### MATERIAL FOR THIS TASK
****
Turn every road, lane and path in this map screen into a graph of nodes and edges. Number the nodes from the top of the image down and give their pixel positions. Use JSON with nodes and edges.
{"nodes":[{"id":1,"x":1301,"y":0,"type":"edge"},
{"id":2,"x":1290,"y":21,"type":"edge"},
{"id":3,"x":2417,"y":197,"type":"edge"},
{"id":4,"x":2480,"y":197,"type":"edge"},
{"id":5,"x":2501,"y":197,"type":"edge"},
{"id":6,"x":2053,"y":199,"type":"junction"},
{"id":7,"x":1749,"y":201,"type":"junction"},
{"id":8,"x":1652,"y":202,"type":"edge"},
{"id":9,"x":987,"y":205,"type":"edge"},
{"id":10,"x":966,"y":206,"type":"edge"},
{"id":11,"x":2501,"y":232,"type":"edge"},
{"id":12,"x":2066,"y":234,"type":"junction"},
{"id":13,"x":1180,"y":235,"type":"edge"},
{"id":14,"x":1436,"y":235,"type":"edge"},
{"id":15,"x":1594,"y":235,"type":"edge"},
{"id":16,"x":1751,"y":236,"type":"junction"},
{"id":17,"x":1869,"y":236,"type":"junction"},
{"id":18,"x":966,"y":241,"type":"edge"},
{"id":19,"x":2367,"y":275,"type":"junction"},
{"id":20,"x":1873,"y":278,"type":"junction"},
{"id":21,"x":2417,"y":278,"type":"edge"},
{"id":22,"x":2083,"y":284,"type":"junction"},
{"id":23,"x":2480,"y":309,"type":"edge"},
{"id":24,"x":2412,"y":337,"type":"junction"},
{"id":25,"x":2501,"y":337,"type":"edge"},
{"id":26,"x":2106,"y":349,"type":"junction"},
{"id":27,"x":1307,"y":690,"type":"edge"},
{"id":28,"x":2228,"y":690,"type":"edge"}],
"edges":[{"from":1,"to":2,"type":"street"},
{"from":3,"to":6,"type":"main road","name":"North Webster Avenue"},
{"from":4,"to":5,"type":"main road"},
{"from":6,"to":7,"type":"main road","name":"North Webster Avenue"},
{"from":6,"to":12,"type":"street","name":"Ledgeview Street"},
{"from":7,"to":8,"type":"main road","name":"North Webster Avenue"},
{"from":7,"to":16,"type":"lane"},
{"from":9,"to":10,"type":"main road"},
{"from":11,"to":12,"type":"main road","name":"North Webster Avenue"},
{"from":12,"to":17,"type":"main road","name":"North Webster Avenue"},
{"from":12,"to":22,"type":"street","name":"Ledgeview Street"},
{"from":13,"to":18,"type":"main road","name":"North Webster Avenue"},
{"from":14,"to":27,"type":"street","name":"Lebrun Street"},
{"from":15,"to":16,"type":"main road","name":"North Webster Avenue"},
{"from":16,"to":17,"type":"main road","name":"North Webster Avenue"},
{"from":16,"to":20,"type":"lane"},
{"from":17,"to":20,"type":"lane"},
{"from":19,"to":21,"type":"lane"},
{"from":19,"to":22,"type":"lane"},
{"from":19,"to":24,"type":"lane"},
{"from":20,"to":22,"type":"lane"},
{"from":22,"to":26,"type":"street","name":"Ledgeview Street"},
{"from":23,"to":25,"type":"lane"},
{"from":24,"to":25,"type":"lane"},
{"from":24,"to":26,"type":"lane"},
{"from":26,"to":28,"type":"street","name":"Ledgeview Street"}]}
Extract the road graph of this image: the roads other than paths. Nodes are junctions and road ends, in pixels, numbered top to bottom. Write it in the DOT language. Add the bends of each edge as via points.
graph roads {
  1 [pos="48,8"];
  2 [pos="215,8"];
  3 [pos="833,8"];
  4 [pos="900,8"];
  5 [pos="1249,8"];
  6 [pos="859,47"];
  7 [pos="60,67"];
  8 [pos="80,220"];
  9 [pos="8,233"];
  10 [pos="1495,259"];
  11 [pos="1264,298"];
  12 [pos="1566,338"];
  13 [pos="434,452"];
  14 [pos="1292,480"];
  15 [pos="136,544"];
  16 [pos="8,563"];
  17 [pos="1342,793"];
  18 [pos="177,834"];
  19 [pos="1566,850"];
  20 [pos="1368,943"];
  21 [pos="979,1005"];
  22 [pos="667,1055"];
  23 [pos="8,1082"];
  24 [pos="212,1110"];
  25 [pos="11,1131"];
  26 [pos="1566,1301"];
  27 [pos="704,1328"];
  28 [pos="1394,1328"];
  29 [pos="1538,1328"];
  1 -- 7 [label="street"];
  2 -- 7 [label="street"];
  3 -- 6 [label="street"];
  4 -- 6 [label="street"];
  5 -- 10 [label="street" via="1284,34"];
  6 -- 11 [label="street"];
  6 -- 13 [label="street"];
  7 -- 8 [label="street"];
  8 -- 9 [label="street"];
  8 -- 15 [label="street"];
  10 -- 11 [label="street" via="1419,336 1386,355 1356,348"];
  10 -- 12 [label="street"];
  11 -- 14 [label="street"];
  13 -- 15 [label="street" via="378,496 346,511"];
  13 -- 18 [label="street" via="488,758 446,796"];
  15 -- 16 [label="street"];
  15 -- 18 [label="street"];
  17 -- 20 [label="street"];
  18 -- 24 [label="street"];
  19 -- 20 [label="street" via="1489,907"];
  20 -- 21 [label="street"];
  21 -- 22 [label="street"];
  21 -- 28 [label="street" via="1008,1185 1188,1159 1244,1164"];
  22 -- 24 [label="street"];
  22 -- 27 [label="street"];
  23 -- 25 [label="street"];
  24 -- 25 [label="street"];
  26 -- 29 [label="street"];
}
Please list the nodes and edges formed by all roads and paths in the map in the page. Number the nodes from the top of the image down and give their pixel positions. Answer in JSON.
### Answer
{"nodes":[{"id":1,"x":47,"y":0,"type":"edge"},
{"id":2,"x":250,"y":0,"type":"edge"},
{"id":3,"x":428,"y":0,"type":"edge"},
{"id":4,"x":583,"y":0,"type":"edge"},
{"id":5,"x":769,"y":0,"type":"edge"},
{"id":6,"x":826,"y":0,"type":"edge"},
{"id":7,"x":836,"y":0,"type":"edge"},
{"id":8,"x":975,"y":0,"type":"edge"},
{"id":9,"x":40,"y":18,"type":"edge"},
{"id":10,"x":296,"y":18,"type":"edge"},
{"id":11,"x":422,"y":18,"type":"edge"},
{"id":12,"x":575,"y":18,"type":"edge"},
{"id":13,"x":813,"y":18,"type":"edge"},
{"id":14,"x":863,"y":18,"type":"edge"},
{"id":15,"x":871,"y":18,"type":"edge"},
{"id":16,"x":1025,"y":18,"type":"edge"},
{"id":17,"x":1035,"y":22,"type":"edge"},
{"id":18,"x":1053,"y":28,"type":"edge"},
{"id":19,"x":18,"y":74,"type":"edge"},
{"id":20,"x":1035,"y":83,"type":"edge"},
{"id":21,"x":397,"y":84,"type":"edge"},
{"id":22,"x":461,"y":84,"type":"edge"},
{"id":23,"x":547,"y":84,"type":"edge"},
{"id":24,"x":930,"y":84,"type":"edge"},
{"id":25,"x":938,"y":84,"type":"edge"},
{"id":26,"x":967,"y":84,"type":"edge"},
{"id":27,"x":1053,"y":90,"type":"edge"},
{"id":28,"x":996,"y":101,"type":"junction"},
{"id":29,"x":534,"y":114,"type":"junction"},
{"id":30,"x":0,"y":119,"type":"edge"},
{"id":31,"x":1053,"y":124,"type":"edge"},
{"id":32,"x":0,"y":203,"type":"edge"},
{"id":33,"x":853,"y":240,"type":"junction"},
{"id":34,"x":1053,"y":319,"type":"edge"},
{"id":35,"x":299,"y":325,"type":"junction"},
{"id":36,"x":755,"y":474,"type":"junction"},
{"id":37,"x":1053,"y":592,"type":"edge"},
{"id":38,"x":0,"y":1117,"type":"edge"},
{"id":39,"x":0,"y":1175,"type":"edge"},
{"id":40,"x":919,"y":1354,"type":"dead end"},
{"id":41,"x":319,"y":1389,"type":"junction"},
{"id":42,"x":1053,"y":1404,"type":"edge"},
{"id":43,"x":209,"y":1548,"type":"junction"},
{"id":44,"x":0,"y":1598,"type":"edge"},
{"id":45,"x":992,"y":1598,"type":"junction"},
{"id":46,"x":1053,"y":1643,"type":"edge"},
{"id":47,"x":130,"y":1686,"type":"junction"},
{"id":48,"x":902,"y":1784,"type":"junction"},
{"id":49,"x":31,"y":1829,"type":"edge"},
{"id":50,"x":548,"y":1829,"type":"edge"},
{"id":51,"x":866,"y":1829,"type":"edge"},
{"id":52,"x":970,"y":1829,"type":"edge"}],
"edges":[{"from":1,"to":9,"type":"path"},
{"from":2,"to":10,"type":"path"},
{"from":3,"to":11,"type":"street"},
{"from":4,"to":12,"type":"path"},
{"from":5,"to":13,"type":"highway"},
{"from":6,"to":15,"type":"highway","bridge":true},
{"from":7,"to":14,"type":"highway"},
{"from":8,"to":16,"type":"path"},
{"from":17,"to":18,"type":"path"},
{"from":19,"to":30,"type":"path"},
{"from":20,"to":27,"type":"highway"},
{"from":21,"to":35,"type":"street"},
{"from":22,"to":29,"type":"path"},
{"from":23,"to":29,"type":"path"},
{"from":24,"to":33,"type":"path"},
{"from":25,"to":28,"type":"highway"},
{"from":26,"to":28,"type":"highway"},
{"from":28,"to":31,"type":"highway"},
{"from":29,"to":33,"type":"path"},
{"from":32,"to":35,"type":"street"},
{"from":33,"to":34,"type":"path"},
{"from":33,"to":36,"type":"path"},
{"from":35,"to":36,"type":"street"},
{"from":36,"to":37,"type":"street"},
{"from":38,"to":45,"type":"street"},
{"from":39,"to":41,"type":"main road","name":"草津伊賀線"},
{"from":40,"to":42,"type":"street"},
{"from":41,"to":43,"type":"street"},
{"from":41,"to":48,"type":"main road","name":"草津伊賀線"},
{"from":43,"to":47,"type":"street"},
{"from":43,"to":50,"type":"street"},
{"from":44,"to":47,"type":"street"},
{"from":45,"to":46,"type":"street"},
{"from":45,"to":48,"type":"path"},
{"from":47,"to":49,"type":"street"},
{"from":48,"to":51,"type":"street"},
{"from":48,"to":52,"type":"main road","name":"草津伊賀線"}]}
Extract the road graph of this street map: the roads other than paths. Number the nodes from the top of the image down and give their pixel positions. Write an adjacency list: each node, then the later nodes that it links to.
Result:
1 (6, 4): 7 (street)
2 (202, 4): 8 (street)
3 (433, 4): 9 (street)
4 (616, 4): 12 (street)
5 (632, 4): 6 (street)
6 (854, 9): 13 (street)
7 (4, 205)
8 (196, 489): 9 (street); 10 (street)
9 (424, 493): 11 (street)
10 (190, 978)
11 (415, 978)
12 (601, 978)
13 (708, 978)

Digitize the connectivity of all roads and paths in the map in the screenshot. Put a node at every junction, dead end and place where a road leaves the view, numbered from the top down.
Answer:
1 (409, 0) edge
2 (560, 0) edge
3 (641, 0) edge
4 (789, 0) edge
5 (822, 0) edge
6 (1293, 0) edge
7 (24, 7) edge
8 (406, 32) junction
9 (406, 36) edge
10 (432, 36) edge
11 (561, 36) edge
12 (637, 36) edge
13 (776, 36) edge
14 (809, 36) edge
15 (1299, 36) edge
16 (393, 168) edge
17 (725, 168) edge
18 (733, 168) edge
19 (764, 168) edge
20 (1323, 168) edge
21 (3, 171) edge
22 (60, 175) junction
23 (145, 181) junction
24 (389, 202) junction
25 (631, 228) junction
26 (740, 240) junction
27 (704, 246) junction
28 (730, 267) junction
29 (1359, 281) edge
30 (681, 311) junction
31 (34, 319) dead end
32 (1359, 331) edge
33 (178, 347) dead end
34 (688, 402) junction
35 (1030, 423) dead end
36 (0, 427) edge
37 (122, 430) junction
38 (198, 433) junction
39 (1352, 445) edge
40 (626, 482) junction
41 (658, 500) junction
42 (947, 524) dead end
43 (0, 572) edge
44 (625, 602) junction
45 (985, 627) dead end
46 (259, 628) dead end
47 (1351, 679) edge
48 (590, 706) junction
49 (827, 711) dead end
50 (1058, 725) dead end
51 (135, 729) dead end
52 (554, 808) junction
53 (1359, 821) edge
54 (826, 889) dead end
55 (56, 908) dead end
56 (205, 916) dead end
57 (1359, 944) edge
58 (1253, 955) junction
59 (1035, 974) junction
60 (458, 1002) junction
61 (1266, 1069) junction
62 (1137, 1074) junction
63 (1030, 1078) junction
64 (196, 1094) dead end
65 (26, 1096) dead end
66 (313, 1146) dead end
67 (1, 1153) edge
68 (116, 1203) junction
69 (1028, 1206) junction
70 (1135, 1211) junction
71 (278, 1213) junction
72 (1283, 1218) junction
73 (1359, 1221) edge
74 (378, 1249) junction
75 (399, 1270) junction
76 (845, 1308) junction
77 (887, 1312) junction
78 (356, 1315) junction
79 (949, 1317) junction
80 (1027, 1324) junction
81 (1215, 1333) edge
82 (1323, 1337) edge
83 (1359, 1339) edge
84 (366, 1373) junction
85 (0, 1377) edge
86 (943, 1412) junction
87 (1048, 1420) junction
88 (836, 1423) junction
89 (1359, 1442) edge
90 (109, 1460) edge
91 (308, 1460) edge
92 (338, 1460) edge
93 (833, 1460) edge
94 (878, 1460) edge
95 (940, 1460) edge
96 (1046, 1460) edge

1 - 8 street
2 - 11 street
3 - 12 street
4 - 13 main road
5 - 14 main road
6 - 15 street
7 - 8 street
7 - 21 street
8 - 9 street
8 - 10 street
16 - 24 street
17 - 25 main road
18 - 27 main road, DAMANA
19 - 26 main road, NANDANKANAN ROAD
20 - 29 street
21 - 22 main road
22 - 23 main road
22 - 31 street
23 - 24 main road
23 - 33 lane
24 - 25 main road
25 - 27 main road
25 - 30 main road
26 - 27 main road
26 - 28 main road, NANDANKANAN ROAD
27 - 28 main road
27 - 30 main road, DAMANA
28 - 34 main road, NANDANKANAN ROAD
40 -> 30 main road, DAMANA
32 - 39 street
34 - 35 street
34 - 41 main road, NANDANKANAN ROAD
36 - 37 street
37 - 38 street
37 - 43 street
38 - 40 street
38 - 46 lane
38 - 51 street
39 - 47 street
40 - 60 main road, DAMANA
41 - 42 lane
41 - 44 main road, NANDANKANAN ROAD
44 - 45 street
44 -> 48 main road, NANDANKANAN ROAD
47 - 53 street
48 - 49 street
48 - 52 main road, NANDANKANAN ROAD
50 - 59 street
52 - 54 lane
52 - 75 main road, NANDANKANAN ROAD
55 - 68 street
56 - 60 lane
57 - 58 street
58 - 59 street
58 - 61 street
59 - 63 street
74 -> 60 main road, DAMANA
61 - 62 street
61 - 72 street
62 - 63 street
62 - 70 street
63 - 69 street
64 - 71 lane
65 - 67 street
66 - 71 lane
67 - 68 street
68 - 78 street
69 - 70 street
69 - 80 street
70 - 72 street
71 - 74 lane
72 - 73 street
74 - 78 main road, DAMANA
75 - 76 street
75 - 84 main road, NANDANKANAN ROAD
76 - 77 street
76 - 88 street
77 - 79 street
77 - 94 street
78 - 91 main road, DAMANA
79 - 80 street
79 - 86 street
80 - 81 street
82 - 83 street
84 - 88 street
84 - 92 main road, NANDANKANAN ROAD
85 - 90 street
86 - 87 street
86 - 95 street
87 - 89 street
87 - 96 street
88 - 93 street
****
### YOUR ASSIGNMENT
Where a line in the records above contains the string "DAMANA", copy that line.

### ANSWER SECTION
18 - 27 main road, DAMANA
27 - 30 main road, DAMANA
40 -> 30 main road, DAMANA
40 - 60 main road, DAMANA
74 -> 60 main road, DAMANA
74 - 78 main road, DAMANA
78 - 91 main road, DAMANA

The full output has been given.